Unfortunately, women are more prone to having to deal with emotional labour than men. Grace says that it’s more expected of women because of the traditional gender division of labour whereby women have conventionally been designated the roles of caring and nurturance in the private sphere of the home, while men have been involved in rational production. And this division of labour between genders “has contributed to profound gendered implications, compounded by the dominance of societal assumptions that emotions are the ‘natural’ domain of women”.
Also, gendered assumptions about the ‘natural’ capacities of women to deliver service influence how managerial authority directs emotional labour in the workplace.
“Emotional labour is perceived as a ‘woman’s work’, whereby nurturing and caring for others is viewed as befitting for women as if by law of nature based on their gender difference from men,” says Grace.
Another reason for women being more exposed to emotional labour is because it’s a gendered ‘cultural performance’ that is conducted as repeated acts, which conform to what constitutes normal and expected of the female identity.
“In relation to the act of service, we are used to the constructed deferential behaviours and scripts of what constitutes good service, and most often this is from a woman,” Grace explains. “Through the constraints and direction of managerial mandate in the workplace, there still exists hegemonic gender regulation, despite contemporary times. And this influences how women are expected to behave when performing a service at work.”
Because we have to deal with it more, it’s not surprising to know that it takes its toll on us too. Grace says that emotional labour is “viewed as a taxing stressor and depletes women’s personal resources”.
“Academic research has demonstrated that, in addition to the initial stressor that is responsible for the employee performing emotional labour, the taxing effect of emotional labour as a coping mechanism in response to the initial stressor, even as a positive display of emotion, can deplete employees’ emotive and cognitive resources,” she explains.
The toil on women and the costs of emotional labour on organisations can be snowballing. For example, the effort taken to maintain one’s professional game face can negatively impact productivity, as employees who perform emotional labour for prolonged time periods make more errors and take more time for task completion.
“The discordance between how an employee truly feels – for example, feeling distressed – and the expectation to stay unflappable and accommodating with a smile requires exceptional psychological, mental and emotional resources,” Grace reveals. “If exhausted over time, it can result in employee burnout and turnover, and poor mental and physical health outcomes.”
This could impact women’s careers too. This is because women are held back from performing at their best as their internal resources are being utilised by emotional labour, instead of attending to the actual work that can enable them to flourish.

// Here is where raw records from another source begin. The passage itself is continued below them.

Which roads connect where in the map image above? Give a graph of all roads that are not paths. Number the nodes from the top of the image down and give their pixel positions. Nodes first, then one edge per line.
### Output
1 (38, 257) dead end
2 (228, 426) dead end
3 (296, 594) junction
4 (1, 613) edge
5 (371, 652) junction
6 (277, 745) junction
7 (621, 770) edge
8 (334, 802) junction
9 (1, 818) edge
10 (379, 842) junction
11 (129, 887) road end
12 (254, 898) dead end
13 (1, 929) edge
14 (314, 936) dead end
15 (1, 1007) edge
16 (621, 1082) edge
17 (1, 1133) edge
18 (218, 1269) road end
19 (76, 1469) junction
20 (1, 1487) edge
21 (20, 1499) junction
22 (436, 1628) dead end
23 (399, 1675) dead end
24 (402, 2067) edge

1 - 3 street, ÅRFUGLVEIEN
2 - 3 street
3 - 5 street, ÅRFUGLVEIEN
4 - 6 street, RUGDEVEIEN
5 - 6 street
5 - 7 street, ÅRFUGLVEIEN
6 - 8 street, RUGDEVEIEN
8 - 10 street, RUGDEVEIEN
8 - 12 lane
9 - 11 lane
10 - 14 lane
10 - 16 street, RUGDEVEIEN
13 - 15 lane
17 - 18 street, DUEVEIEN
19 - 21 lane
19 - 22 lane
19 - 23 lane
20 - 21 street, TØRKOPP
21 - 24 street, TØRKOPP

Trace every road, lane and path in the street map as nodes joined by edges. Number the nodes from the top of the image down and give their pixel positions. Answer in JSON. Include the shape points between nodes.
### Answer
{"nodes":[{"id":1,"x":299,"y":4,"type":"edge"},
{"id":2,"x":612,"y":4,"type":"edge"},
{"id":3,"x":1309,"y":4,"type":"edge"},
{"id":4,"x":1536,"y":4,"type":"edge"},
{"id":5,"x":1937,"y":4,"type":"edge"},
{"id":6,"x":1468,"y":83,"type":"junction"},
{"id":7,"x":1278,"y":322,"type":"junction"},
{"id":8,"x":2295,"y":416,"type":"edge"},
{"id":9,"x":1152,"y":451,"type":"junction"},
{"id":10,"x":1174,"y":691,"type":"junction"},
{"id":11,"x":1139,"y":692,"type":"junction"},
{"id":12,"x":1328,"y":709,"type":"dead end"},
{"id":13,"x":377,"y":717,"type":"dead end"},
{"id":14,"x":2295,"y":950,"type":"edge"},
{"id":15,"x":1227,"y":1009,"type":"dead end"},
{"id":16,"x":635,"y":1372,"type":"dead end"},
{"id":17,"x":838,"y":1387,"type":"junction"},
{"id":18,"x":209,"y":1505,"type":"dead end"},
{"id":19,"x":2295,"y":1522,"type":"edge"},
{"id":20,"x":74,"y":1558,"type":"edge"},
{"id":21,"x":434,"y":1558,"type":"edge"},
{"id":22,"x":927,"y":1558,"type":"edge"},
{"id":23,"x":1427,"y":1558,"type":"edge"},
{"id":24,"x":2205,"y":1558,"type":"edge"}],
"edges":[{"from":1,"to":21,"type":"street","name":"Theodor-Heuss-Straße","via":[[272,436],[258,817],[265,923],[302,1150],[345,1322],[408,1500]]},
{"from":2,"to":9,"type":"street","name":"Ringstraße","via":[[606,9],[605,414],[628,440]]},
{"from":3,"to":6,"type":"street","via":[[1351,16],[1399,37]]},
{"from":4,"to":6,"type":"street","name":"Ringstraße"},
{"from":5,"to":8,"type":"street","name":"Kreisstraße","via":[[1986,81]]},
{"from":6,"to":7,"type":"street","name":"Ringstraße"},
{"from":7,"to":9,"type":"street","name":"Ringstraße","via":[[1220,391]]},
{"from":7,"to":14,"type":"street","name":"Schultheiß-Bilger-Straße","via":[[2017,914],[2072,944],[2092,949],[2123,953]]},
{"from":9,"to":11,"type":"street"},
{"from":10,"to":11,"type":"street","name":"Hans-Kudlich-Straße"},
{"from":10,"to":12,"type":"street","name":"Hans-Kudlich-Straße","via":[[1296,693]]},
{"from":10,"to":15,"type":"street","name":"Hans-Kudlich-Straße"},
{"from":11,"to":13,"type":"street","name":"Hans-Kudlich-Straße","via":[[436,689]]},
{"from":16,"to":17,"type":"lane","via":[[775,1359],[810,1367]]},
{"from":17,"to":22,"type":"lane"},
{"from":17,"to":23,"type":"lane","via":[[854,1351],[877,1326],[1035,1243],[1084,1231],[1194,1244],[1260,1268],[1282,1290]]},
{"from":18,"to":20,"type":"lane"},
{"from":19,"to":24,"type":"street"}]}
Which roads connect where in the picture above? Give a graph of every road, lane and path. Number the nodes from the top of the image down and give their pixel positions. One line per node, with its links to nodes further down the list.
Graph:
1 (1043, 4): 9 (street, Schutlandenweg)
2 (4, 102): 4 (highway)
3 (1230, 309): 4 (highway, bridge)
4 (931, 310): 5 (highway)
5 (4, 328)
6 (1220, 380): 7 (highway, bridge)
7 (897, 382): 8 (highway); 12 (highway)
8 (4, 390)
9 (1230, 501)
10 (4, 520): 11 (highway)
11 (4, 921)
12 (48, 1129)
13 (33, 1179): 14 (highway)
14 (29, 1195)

In any work situation, Grace advises women to learn to be aware of when emotional labour is positive and required and when it is not. Clear boundaries can be drawn to allow focus on true priorities.
“For any situation, it is good to ask oneself if it is absolutely necessary to employ one’s resources for emotional labour or if your mental energy is better placed elsewhere,” she says. “It is also good to learn to be self-aware of when you require respite to recuperate and replenish mentally and emotionally. Make it a priority to connect with people or things that you truly enjoy.”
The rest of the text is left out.